June 15th / 16th, 2013
"Parents of Transgender Kids Need a Time-Out"
I don’t know exactly who decided that the lesbian, gay and bisexual movement needed to add the word “transgender” to its moniker, but I’d like to give him/her a piece of my mind. For years now, the LGB community has struggled to achieve equal treatment under the law. To be free of workplace discrimination. To be recognized as family members when their partners are in hospital.
And to have the right to marry. Theirs has not been an easy fight, but one which was worth undertaking. Moreover, lesbians, gays and bisexuals simply wanted to be recognized for who they are. They never asked for special treatment, special facilities or taxpayer monies to support their lifestyle.
Not so with the transgender community, which seems more concerned with publicity and threats than with fair treatment. And parents of transgender children are the worst of this lot.
Case in point, the Mathis family of Colorado. Eight-year-old Coy decided that he wanted to be a girl, so his parents allowed him to grow his hair long and wear dresses to school. But the enabling didn’t stop there. Mr. and Mrs. Mathis demanded that Coy be allowed to use the girls bathroom, or else they would take legal action. School officials pointed out that since Coy has a penis, he is still a boy, and it wouldn’t be fair to other students to let him use the girls’ restroom.
In the spirit of cooperation, however, the school principal offered Coy the use of the nurse’s private bathroom, but that wasn’t good enough for Mr. and Mrs. Headline Seekers. No, they still demanded that Coy be allowed to use the girls bathroom. The school refused their idiotic request, so Coy’s parents hired an attorney and filed a complaint with the Colorado Civil Rights Division. Since then, the Mathis family has made the talk-show circuit, given scores of interviews and become media darlings. Pardon me while I go to a gender-appropriate bathroom and throw up.
I’m sorry, but this type of transgender grandstanding gets under my skin. For one thing, it exploits and diminishes the struggle of millions of gay and lesbian persons by claiming a right to be identified with that struggle. That’s as offensive as the white rednecks who say that Martin Luther King fought for their right to fly the Confederate flag. I’m also angry because the last thing our budget-strapped schools need is to spend taxpayer dollars fighting transgender litigation, and building or adapting facilities which they don’t need.
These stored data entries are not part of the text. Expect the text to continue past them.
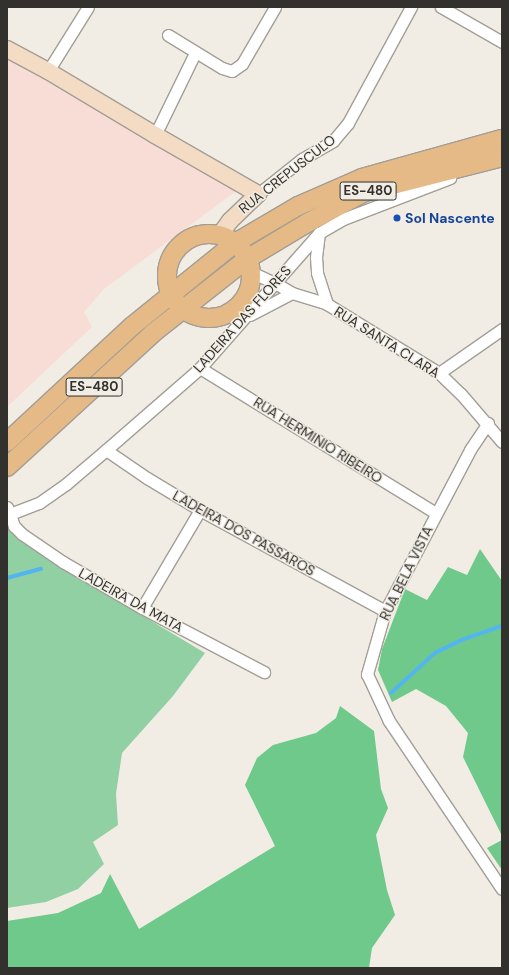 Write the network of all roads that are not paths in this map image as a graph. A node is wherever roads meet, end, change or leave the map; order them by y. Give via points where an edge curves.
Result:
1 (88, 7) edge
2 (275, 7) edge
3 (411, 7) edge
4 (441, 7) edge
5 (168, 36) dead end
6 (502, 42) edge
7 (7, 49) edge
8 (195, 53) junction
9 (48, 71) junction
10 (155, 135) junction
11 (502, 139) edge
12 (502, 158) edge
13 (258, 194) junction
14 (319, 233) junction
15 (228, 239) junction
16 (249, 266) junction
17 (275, 283) junction
18 (292, 293) junction
19 (171, 294) junction
20 (327, 304) junction
21 (183, 308) junction
22 (238, 314) junction
23 (502, 329) edge
24 (200, 368) junction
25 (439, 373) junction
26 (488, 423) junction
27 (7, 442) edge
28 (502, 442) edge
29 (106, 450) junction
30 (7, 467) edge
31 (8, 510) edge
32 (200, 510) junction
33 (436, 513) junction
34 (142, 608) junction
35 (385, 611) junction
36 (264, 672) dead end
37 (502, 889) edge

1 - 9 street
2 - 8 street via 239,68 227,70
3 - 13 street, RUA CREPUSCULO via 348,123 333,141 302,159
4 - 6 street
5 - 8 street
7 - 9 street
8 - 10 street
9 - 10 street
10 - 13 street
11 - 15 main road, ES-480 via 362,178
12 - 14 street, LADEIRA DAS FLORES via 343,219
12 - 16 main road, ES-480 via 365,192 307,223
13 - 15 street, RUA CREPUSCULO via 230,221
14 - 17 street, LADEIRA DAS FLORES
14 - 20 street via 317,274
15 - 16 main road
15 - 19 main road, ES-480
15 - 19 main road via 206,234 197,235 178,248 170,260 168,269
16 - 17 street, RUA SANTA CLARA
16 - 21 main road, ES-480
16 - 22 main road via 248,291
17 - 18 street, RUA SANTA CLARA
17 - 22 street, LADEIRA DAS FLORES
18 - 20 street, RUA SANTA CLARA
18 - 22 street
19 - 21 main road
19 - 27 main road, ES-480 via 90,364
20 - 25 street, RUA SANTA CLARA
21 - 22 main road via 198,316
21 - 30 main road, ES-480
22 - 24 street, LADEIRA DAS FLORES
23 - 25 street
24 - 29 street, LADEIRA DAS FLORES
24 - 33 street, RUA HERMINIO RIBEIRO
25 - 26 street, RUA SANTA CLARA
26 - 28 street, RUA SANTA CLARA
26 - 33 street, RUA BELA VISTA via 470,450
29 - 31 street, LADEIRA DAS FLORES via 39,503
29 - 32 street, LADEIRA DOS PASSAROS
31 - 34 street, LADEIRA DA MATA via 14,526 32,541
32 - 34 street
32 - 35 street, LADEIRA DOS PASSAROS
33 - 35 street, RUA BELA VISTA
34 - 36 street, LADEIRA DA MATA
35 - 37 street, RUA BELA VISTA via 367,674 389,721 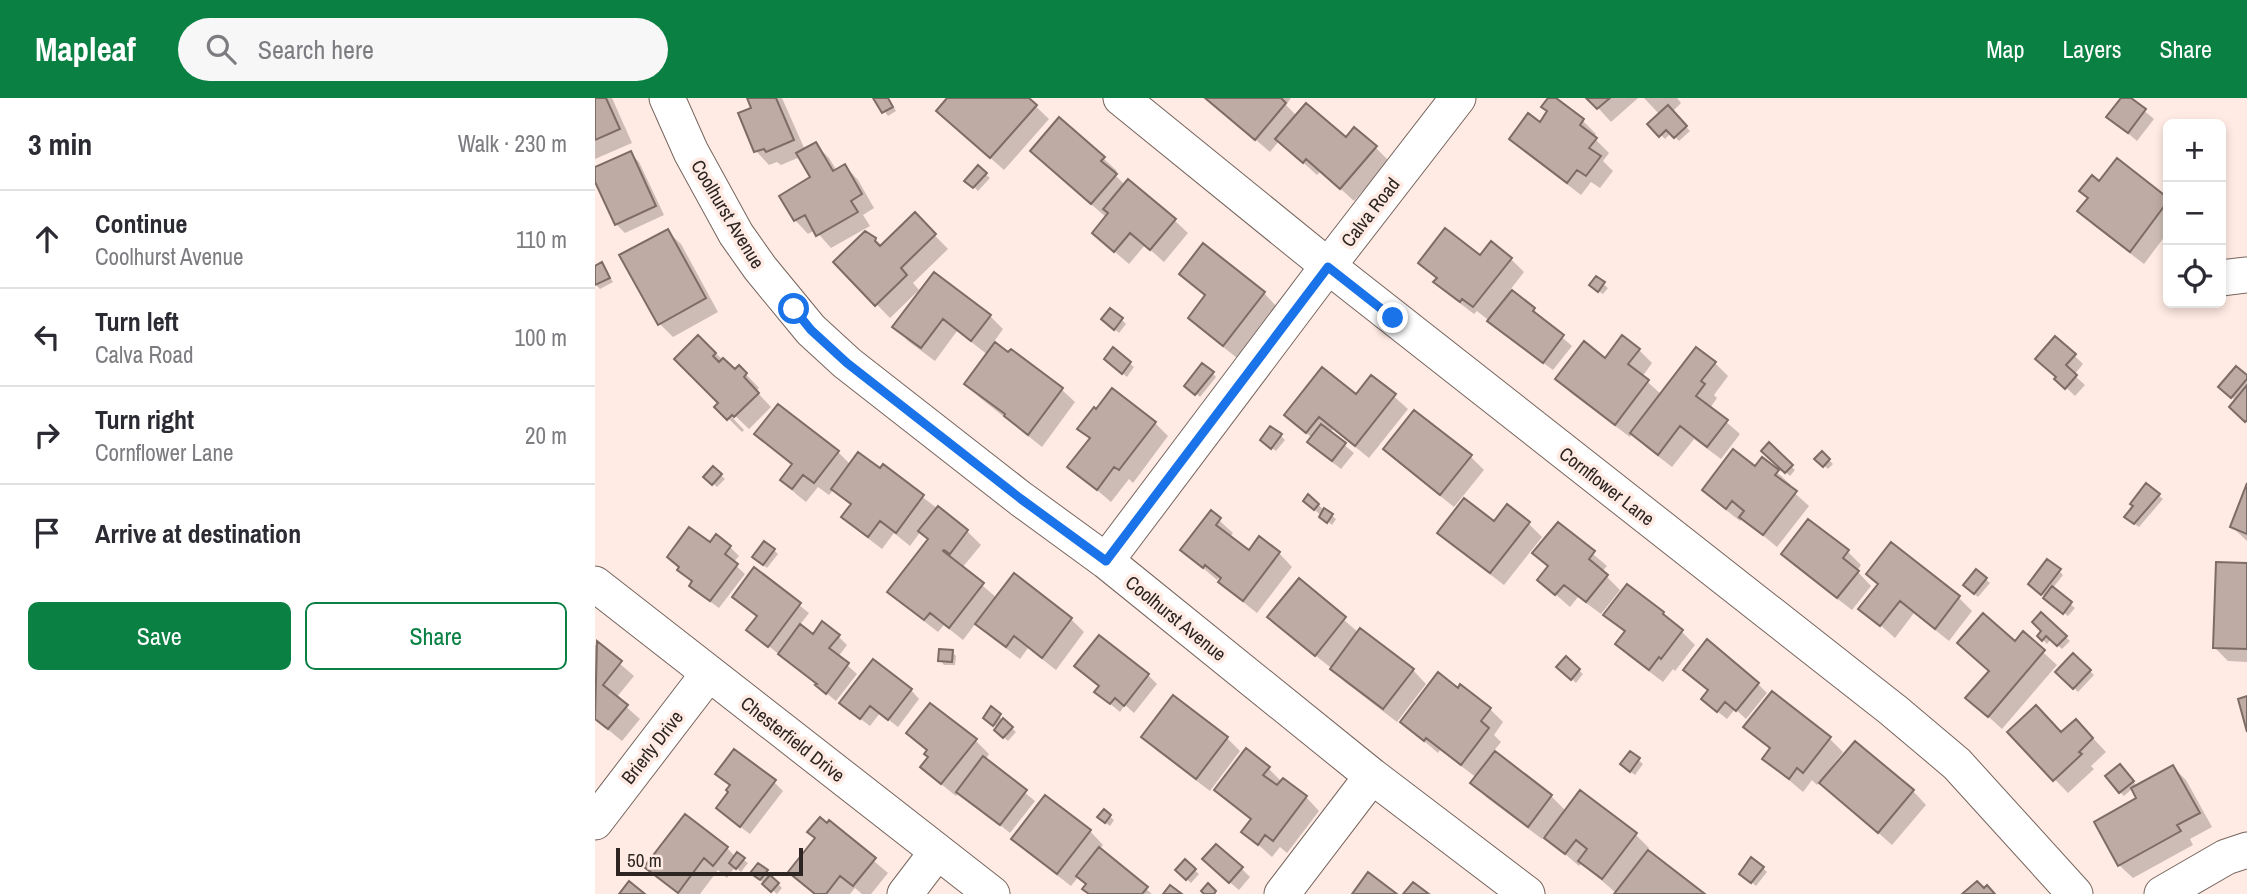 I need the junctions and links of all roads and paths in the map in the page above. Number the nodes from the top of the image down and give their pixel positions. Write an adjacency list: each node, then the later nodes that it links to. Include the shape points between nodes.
1 (667, 98): 7 (street, Coolhurst Avenue, via 736,234 811,330 922,422)
2 (1121, 98): 4 (street, Cornflower Lane)
3 (1458, 98): 4 (street, Calva Road)
4 (1328, 267): 7 (street, Calva Road); 18 (street, Cornflower Lane, via 1893,710 1957,764)
5 (2247, 275): 6 (street)
6 (2226, 277)
7 (1106, 561): 10 (street, Coolhurst Avenue)
8 (595, 584): 9 (street, Chesterfield Drive)
9 (709, 673): 11 (street, Brierly Drive); 13 (street, Chesterfield Drive)
10 (1372, 776): 16 (street); 17 (street, Coolhurst Avenue)
11 (595, 822)
12 (2247, 850): 19 (street)
13 (937, 852): 14 (street); 15 (street, Chesterfield Drive)
14 (905, 894)
15 (992, 894)
16 (1282, 894)
17 (1527, 894)
18 (2075, 894)
19 (2162, 894)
Unfortunately the Mathis circus isn’t an isolated incident. In fact, hardly a week goes by that we don’t hear of another little boy who says he wants to be a little girl, and vice versa. And it’s mostly being driven by publicityseeking, nutcase parents. Hey, when I was six years old I wanted to be Wilt Chamberlain and Superman, but my parents had the good sense not to let me to dye my skin or leap off of a tall building. Kids that age don’t know what they want, or what’s good for them, and that goes for kids whose parents say their child wants to be transgender. Today those boys and girls are being thrust into the limelight by parents whose crusade is buoyed by the American Psychiatric Association’s decision to remove “gender identity disorder” from its list of mental-health illnesses, and by recent rulings such as the one by the Massachusetts Department of Education who ordered that schools must allow transgender students to use bathrooms and locker rooms, and play on sports teams in the gender to which they identify. Currently 16 states and the District of Columbia have transgender rights laws on the books, and in most of the remaining states, local school boards are already making policy changes in order to meet the demands of transgender parents rather than go to court.
Speaking of which, not long after the February 2013 Massachusetts DOE ruling, the Massachusetts Family Institute was vocal about the way schools are acquiescing to unreasonable demands by pushy parents of transgender tots. Speaking for MFI, attorney Andrew Beckwith told the Associated Press, “Boys need to use boys restrooms and girls need to use girls restrooms, and we base that on their anatomical sex, not some sort of internalized gender identity.” Beckwith also warned that such policies put transgender kids at higher risk for “peer ostracism, victimization, and bullying.” In other words, the same way the rest of us feel when bullied by parents of transgender kids.
In a related item, last week a school in Milwaukee held “Gender Bender Day” where boys dressed up as girls, and girls dressed up as boys. Now if we can just get parents of transgender children to dress up as parents.